Deuxième partie – Gouverner par les besoins
3. La double universalité des besoins : Si le secteur privé néolibéral tente de créer des besoins, souvent avec succès, ceux découlant de l’urgence climatique n’ont pas à être créés et ils sont bien plus vitaux que les précédents! Les auteurs abordent ensuite la confusion fréquente entre les désirs et les besoins, tout en montrant qu’un désir peut de fait devenir un besoin, mais que, dans le contexte de l’urgence écologique, les véritables besoins «doivent devenir matière à délibération démocratique», en respectant des principes de soutenabilité et d’égalité. Ainsi, certains besoins (non vitaux) ne pourront plus être satisfaits, «car écologiquement nocifs». Ils font dans ce contexte le tour des besoins qui permettent de vivre décemment et de se réaliser, tout en s’assurant qu’il est possible de les fournir à toute la population.
4. Reprendre le contrôle : L’urgence écologique est en fait le résultat de la perte de la maîtrise de l’être humain sur la nature. Cette maîtrise, qui visait à favoriser sa survie puis à améliorer ses conditions de vie, s’est retournée contre lui et menace maintenant non seulement sa qualité de vie, mais carrément sa survie et celle de bien d’autres êtres vivants. Ses systèmes d’information sophistiqués contrôlent une foule de variables (sociales, juridiques, commerciales, économiques, éducation, santé, etc.), mais ont une faille, ils ne l’informent pas sur les conséquences de ses actes sur la planète ou sur la nature qu’ils prennent pour acquises.
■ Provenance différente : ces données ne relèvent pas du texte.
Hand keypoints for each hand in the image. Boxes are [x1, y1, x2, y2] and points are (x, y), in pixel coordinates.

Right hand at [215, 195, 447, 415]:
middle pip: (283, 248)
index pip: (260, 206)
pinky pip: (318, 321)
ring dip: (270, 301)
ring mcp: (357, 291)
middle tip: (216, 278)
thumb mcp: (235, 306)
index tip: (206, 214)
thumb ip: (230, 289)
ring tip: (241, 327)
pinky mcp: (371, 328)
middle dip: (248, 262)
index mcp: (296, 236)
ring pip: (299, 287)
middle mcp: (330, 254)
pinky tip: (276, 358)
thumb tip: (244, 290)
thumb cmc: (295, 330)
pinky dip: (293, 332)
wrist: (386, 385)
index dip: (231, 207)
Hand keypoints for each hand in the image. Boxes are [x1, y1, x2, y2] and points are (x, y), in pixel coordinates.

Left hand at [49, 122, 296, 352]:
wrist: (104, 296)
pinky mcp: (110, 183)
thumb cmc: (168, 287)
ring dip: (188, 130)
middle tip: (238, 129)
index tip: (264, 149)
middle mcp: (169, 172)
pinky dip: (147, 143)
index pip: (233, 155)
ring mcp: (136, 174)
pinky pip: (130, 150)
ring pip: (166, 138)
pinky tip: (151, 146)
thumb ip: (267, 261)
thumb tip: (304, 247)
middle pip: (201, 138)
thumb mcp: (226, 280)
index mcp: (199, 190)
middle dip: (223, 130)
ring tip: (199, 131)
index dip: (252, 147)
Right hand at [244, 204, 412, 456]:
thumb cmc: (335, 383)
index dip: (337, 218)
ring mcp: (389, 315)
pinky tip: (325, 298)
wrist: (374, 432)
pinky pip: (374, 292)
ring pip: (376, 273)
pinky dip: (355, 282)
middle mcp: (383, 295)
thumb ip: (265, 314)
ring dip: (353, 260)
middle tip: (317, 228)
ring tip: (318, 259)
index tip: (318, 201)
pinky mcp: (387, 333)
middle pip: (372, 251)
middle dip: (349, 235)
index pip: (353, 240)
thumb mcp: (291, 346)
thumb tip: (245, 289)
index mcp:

Face au désastre déjà commencé, bien des économistes basent leurs recommandations sur des systèmes de prix pour ralentir la demande de biens et services nocifs. Bien qu’utiles, ils sont loin d’être suffisants, notamment en raison du coût réel variable d’une taxe fixe pour une personne riche et une autre pauvre, mais aussi parce que ces systèmes n’interdisent pas les comportements les plus nocifs.
Les auteurs critiquent (comme je l’ai fait fréquemment) les systèmes d’évaluation basés sur des calculs de coûts-avantages avec des taux d’actualisation totalement désincarnés. Ils considèrent que, devant l’ampleur de la menace, le plus important est de protéger l’environnement, notre milieu de vie, et de réduire les GES plutôt que de faire des calculs marchands ésotériques basés sur un indicateur aussi mauvais que le PIB qui ne garantissent nullement notre survie et celle des autres êtres vivants… En plus, ces systèmes visent des comportements et des dommages individuels, alors que ces derniers sont collectifs. Ils favorisent plutôt «une analyse décisionnelle multicritère» reposant sur une évaluation de la santé, de l’éducation, du logement et d’autres critères incluant l’utilisation de ressources et les besoins des prochaines générations.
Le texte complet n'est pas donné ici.